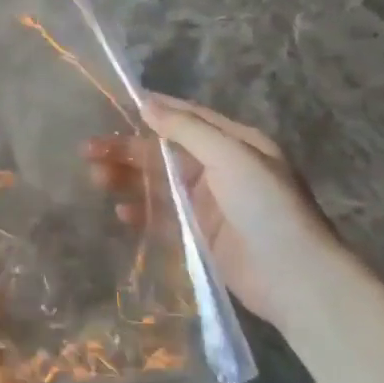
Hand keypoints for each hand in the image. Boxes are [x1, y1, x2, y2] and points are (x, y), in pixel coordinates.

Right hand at [85, 94, 346, 325]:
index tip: (116, 103)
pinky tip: (121, 213)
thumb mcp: (232, 157)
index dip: (154, 110)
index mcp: (235, 143)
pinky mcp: (200, 236)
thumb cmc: (267, 207)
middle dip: (128, 148)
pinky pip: (163, 217)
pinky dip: (141, 212)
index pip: (188, 117)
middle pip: (164, 151)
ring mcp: (209, 204)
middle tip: (88, 149)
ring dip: (127, 178)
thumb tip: (147, 103)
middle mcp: (221, 168)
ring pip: (158, 183)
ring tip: (95, 177)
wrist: (295, 279)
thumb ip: (188, 130)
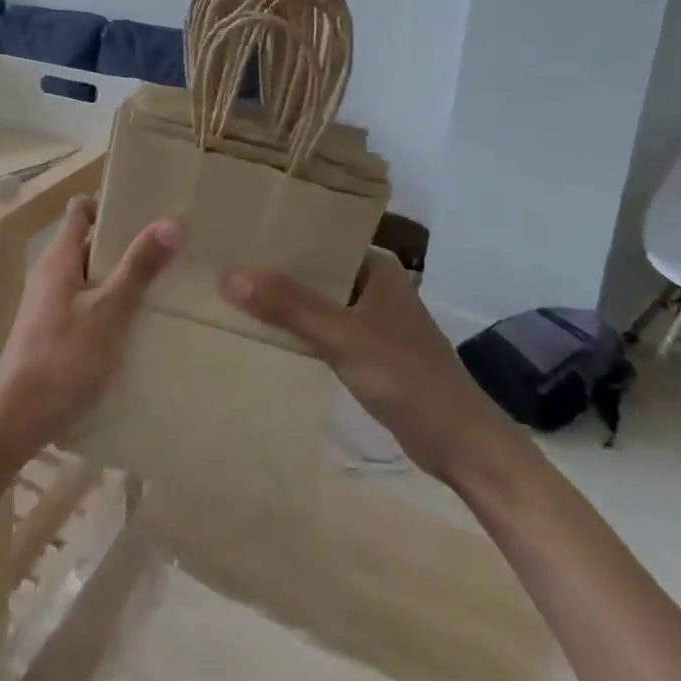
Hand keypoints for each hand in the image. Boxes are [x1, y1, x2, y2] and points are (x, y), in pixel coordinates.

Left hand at [0, 198, 184, 462]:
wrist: (15, 420)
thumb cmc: (62, 360)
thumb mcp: (108, 313)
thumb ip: (138, 269)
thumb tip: (171, 222)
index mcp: (59, 258)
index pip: (82, 210)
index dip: (111, 203)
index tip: (149, 209)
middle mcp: (52, 273)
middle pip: (90, 243)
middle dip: (127, 243)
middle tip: (172, 248)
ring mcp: (51, 304)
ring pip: (91, 277)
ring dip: (122, 278)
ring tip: (167, 285)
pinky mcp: (55, 332)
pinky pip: (88, 305)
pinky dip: (112, 306)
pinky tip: (141, 326)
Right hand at [220, 249, 515, 488]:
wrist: (462, 447)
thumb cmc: (409, 378)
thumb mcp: (343, 337)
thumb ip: (288, 306)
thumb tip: (226, 275)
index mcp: (375, 266)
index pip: (316, 238)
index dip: (275, 237)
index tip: (229, 233)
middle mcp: (371, 284)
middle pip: (311, 270)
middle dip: (271, 270)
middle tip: (218, 262)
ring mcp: (368, 319)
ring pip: (312, 301)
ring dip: (280, 301)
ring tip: (226, 291)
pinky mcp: (364, 350)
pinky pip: (318, 328)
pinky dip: (293, 328)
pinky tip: (258, 329)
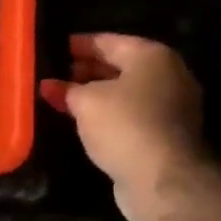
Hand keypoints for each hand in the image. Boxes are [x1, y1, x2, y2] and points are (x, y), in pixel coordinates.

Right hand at [40, 34, 206, 217]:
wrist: (162, 178)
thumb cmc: (123, 125)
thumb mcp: (86, 102)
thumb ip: (66, 90)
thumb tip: (48, 85)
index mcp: (152, 56)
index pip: (108, 41)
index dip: (79, 45)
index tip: (54, 49)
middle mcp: (168, 75)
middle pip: (120, 66)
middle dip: (87, 71)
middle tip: (56, 75)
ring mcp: (171, 107)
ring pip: (126, 93)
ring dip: (97, 96)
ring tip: (65, 99)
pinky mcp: (166, 135)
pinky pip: (131, 115)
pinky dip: (109, 115)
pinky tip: (86, 122)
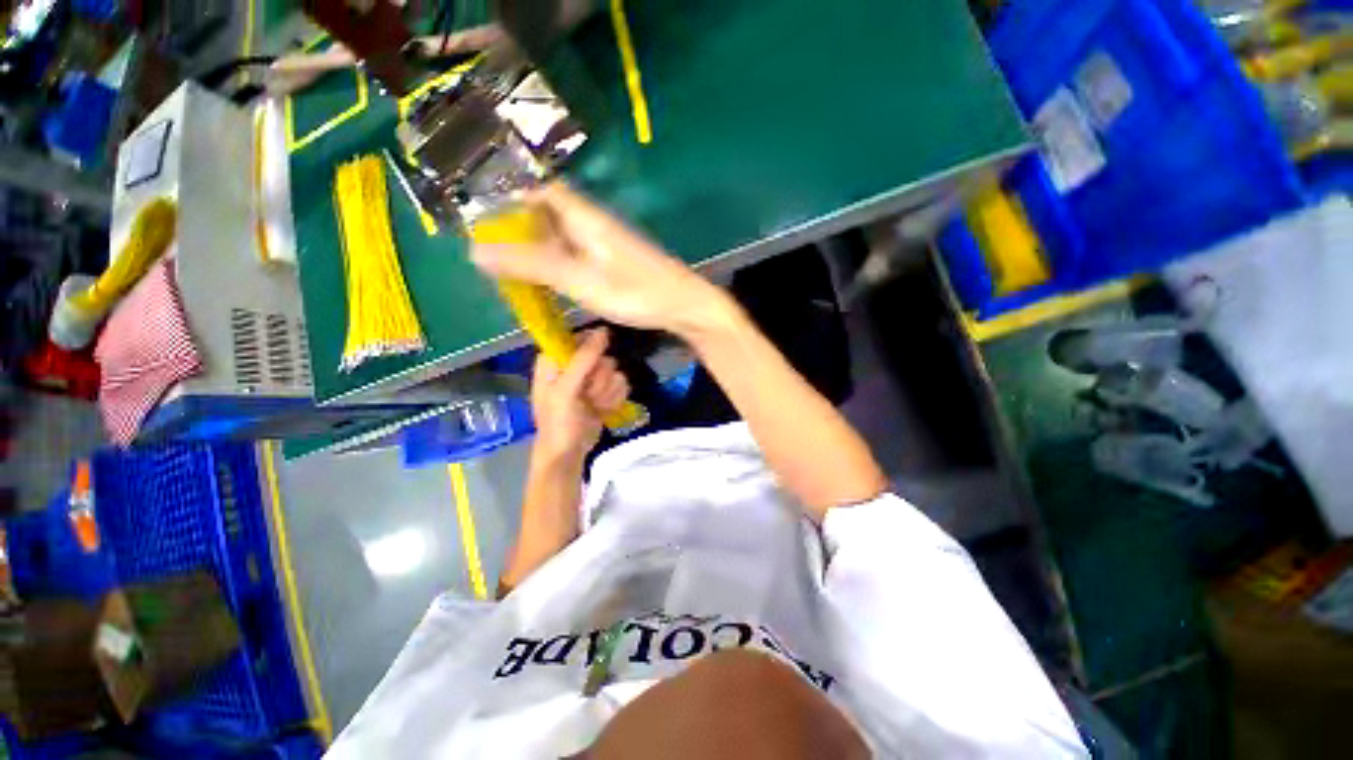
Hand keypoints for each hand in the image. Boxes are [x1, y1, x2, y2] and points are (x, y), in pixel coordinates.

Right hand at [471, 183, 730, 336]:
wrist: (682, 305)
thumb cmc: (634, 291)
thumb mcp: (579, 279)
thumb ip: (533, 265)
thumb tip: (477, 251)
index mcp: (585, 216)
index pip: (543, 190)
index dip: (513, 198)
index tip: (487, 220)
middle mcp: (594, 222)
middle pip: (550, 212)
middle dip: (522, 227)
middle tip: (496, 253)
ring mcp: (607, 242)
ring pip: (564, 234)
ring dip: (540, 247)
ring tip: (515, 269)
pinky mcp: (615, 261)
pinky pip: (578, 253)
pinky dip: (559, 262)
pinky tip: (552, 281)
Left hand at [531, 328, 630, 463]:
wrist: (568, 453)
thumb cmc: (558, 422)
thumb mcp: (566, 389)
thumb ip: (584, 358)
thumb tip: (603, 330)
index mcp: (556, 359)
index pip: (582, 338)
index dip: (592, 353)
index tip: (591, 369)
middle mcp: (574, 365)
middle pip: (603, 357)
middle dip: (600, 380)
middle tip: (588, 395)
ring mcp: (591, 379)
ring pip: (615, 371)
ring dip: (607, 392)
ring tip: (594, 405)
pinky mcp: (604, 392)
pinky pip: (621, 384)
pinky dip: (615, 399)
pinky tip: (604, 409)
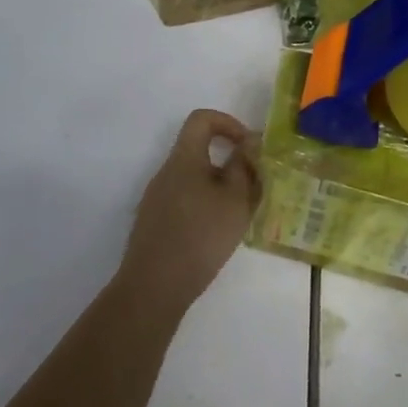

_PROBLEM TO WORK ON_: Where the string "hand" turns up in a line of the data above, copy that whole line.

_REPLY_:
Hand keypoints for each hand in the image. Boxes are [x1, y1, x2, y2] and points are (x, y), in pixel coordinates.
Right hand at [85, 94, 346, 325]:
Hand keypoints for each hand in the image. Boxes are [x1, y1, x2, y2] and points are (x, y), in pixel coordinates.
Left hand at [0, 198, 184, 462]:
Right hand at [220, 249, 515, 488]:
Hand keypoints for each hand in the image. Boxes are [x1, y1, x2, y2] and points are (x, y), in pixel coordinates.
Right hand at [40, 34, 206, 217]:
Hand keypoints for each hand in the image. Boxes are [x1, y1, x2, y2] and points are (x, y), in pixel coordinates.
Right hand at [471, 183, 730, 336]:
Left hand at [531, 328, 630, 463]:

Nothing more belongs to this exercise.